The recent spurt in global bond yields needs to be carefully watched because it has the potential to create another inflation scare that could trigger yet another global sell-off in equities. Shifting perceptions about interest rates are a short-term risk for Japan's real estate stocks and REITs, because of the very strong rallies seen to date and over the past two years.
This notwithstanding, we believe Japan’s property market is now in a strong secular rebound after 15-plus years of secular decline, and that the secular bull market in Japanese real estate plays will not be easily derailed, despite periodic spurts in bond yields. Property prices in the commercial districts of Tokyo rose an average of 9.4% on the year as of January 1, 2007 and in some cases have surged 3%~40% in what some fear might be a bit “bubblish”. However, the gains reflect strong capital flows into the market from domestic and overseas investors via real estate investment trusts (REITs) and privately-placed funds, and calculated yields based on future rental income discounted to future value using risk premiums and discount rates based on bond yield forecasts.

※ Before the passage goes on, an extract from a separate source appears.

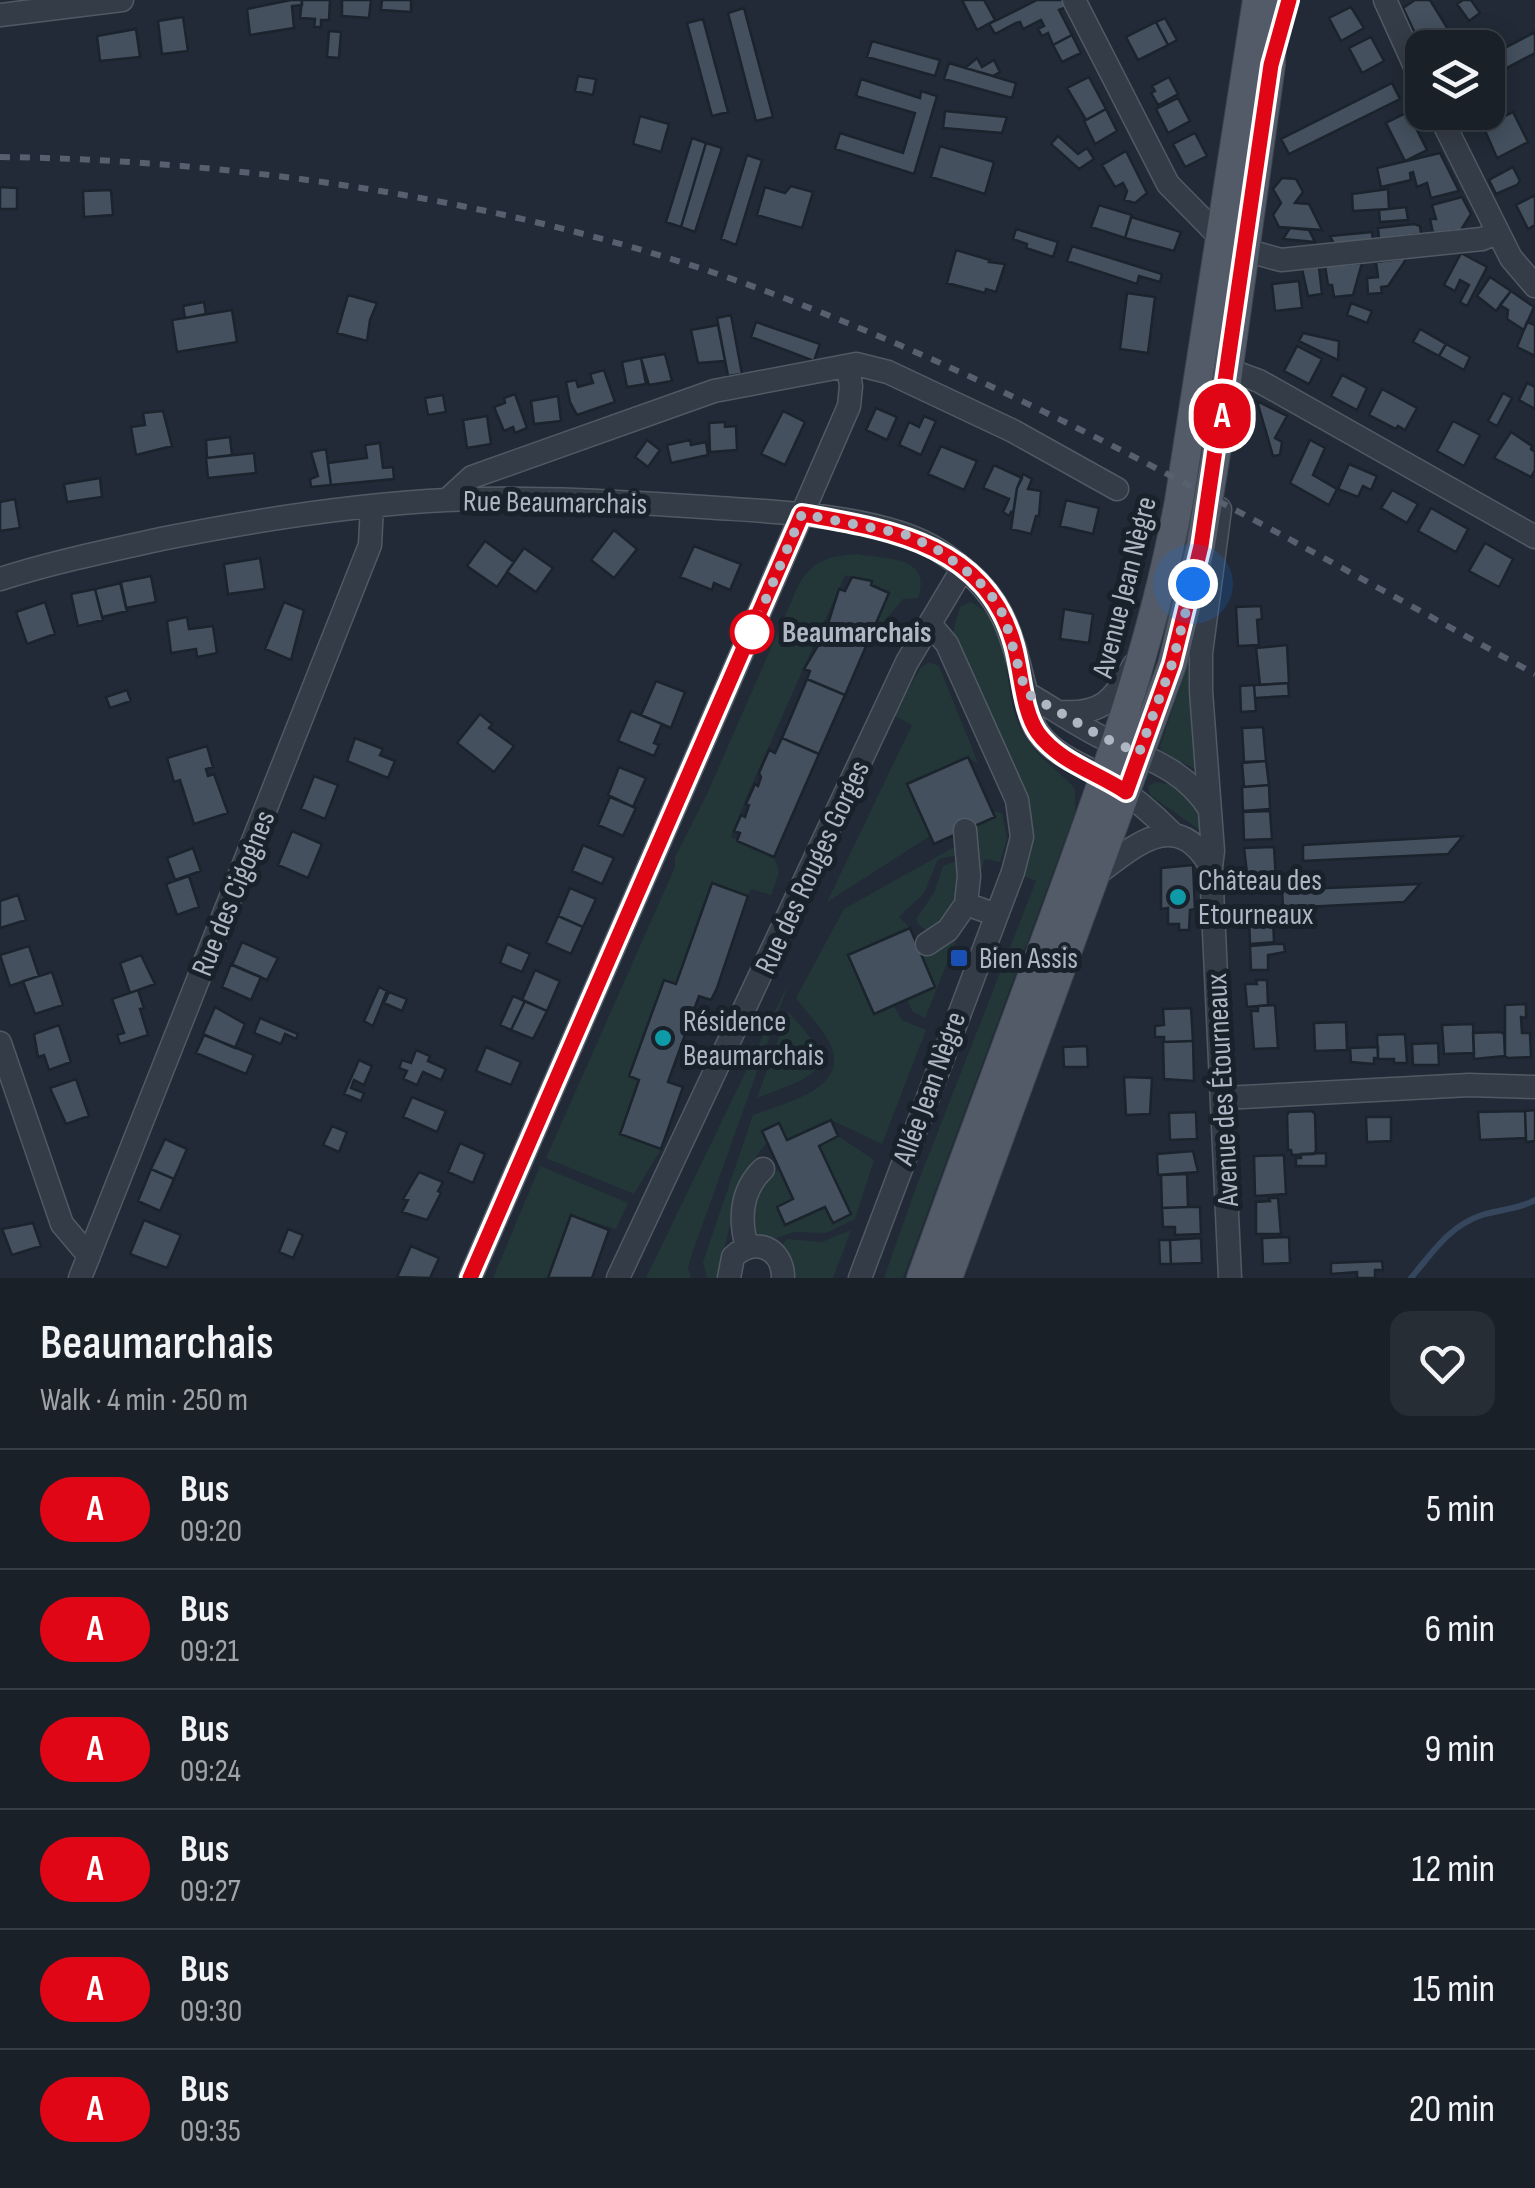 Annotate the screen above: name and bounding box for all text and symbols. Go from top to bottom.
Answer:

So how does one make money in Japanese property? If you are an entrepreneur, you can bet on finding neglected property near great skiing or other natural assets and develop an international tourist enclave. Or, you could establish a fund, attract some investment capital, go out and buy yourself rental properties and create a REIT, and cash in by listing either in Japan or even Australia. Thirdly, you could invest in the major developers who were early to list their REITs and who own the choicest properties in central Tokyo. Fourthly, you could buy a listed Japanese REIT, preferably one of the original listed 14. Investments in established real estate stocks and REITs have been extremely profitable over the past year.
However, we are cautious on the junior property developers that were doing so well before the Livedoor scandal. For one, they have been tarred with “small cap syndrome”. Secondly, investors are beginning to suspect a bit of a shake-out will come as these companies grow outside their respective niches.